Explicit Spec Request

User: "/devtools:develop Add login (create spec)"
AI: Always creates spec, regardless of complexity

Explicit Spec Decline

User: "/devtools:develop Add login (no spec)"
AI: Skips spec, proceeds directly to implementation

No Preference (AI Decides)

User: "/devtools:develop Add login"
AI: Analyzes complexity, decides based on criteria
    If creating spec: Explains rationale
    If skipping: Proceeds silently

Detail Level Specification

User: "/devtools:develop Add login (detailed spec)"
AI: Creates Level 3 (Complete Specification)
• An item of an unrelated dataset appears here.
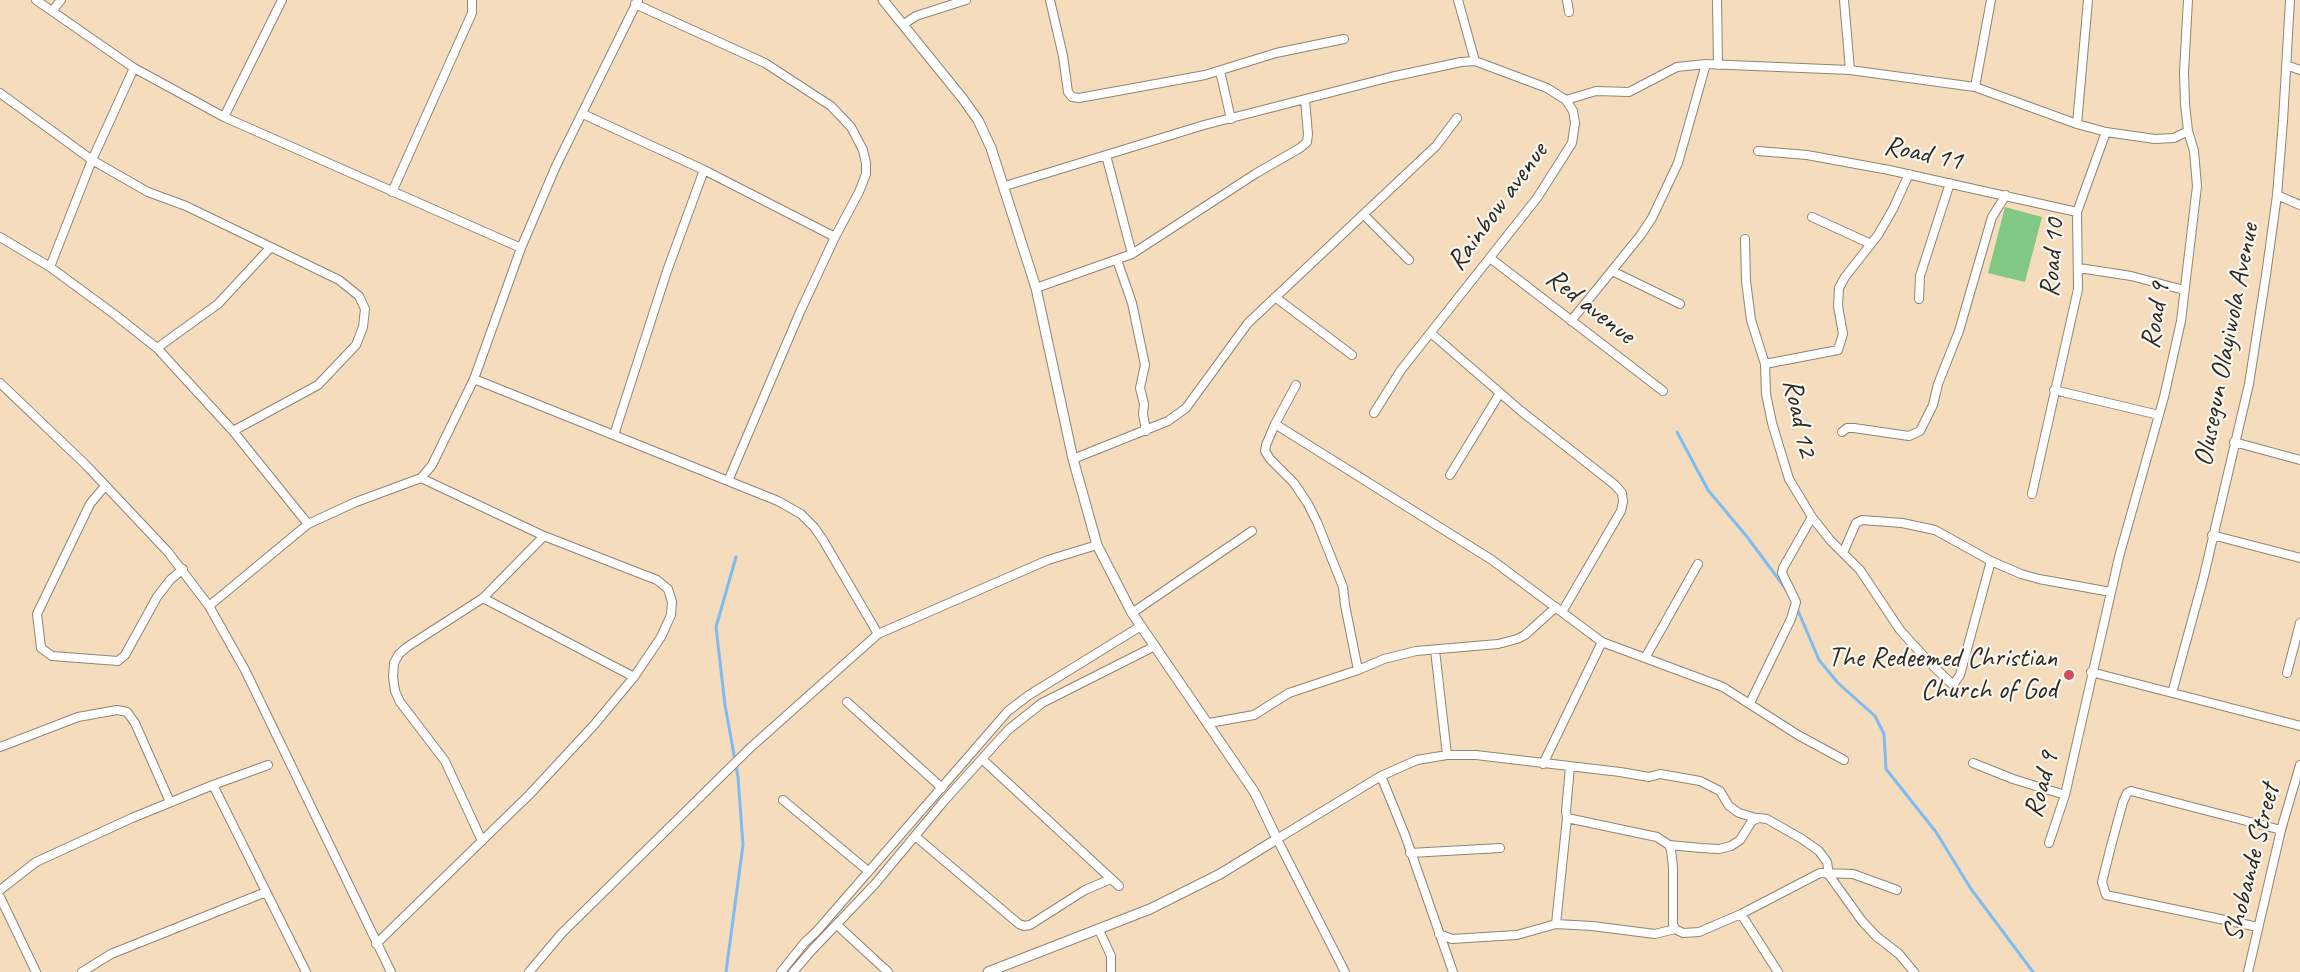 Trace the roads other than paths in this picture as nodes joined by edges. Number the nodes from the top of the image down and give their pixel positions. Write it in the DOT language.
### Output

User: "/devtools:develop Add login (simple spec)"
AI: Creates Level 1 (High-Level Plan)

User: "/devtools:develop Add login"
AI: Chooses appropriate level (usually Level 2)

Standalone Usage

When used independently (via /devtools:spec command):

User: "/devtools:spec Create spec for user authentication feature"

AI Agent:
1. Asks clarifying questions if needed
2. Explores codebase for context
3. Creates appropriate level spec
4. Confirms with user
5. Does NOT implement (spec only)

Best Practices

Spec Creation

• Be specific: Use concrete examples, not abstractions
• Include rationale: Explain WHY decisions were made
• Document trade-offs: What alternatives were considered
• Keep updated: Update spec as implementation progresses
• Use checkboxes: Track progress visually

Spec Usage

• Read before resuming: Always read spec when resuming work
• Follow the plan: Spec provides the roadmap
• Update discoveries: Add new information as you learn
• Mark progress: Check off completed items
• Final review: Ensure all acceptance criteria met

Spec Management

• One spec per feature: Don't combine unrelated features
• Descriptive names: Use clear, searchable filenames
• Include dates: Timestamp helps track project evolution
• Archive old specs: Keep for reference, but mark as completed
• Version control: Commit specs with code changes

Error Handling

Specs Folder Missing

# Create ./specs/ if it doesn't exist
mkdir -p ./specs

Spec Already Exists

# Check if file exists
if [ -f "specs/2024-12-05-user-login.md" ]; then
  # Ask user: overwrite, rename, or cancel
fi

User Changes Mind

User: "Actually, skip the spec"
AI: Acknowledges, proceeds without spec

Related Skills

• feature-development - Uses this skill in Phase 0
• testing-tdd - References spec for test cases
• security-check - References spec for security considerations

Completion Criteria

Spec creation is complete when:

• Spec file created in ./specs/ directory
• Appropriate detail level chosen
• All relevant sections filled in
• User confirmed or auto-proceeding
• Spec is readable and actionable for new AI agent

Final Notes

Goal: Make it easy to resume work across sessions

A good spec should allow a completely new AI agent (with no prior context) to:

1. Understand what needs to be built
2. Know what architectural decisions were made and why
3. See what's already completed
4. Pick up exactly where the previous session left off
5. Complete the feature following the same plan

Keep specs actionable, not academic.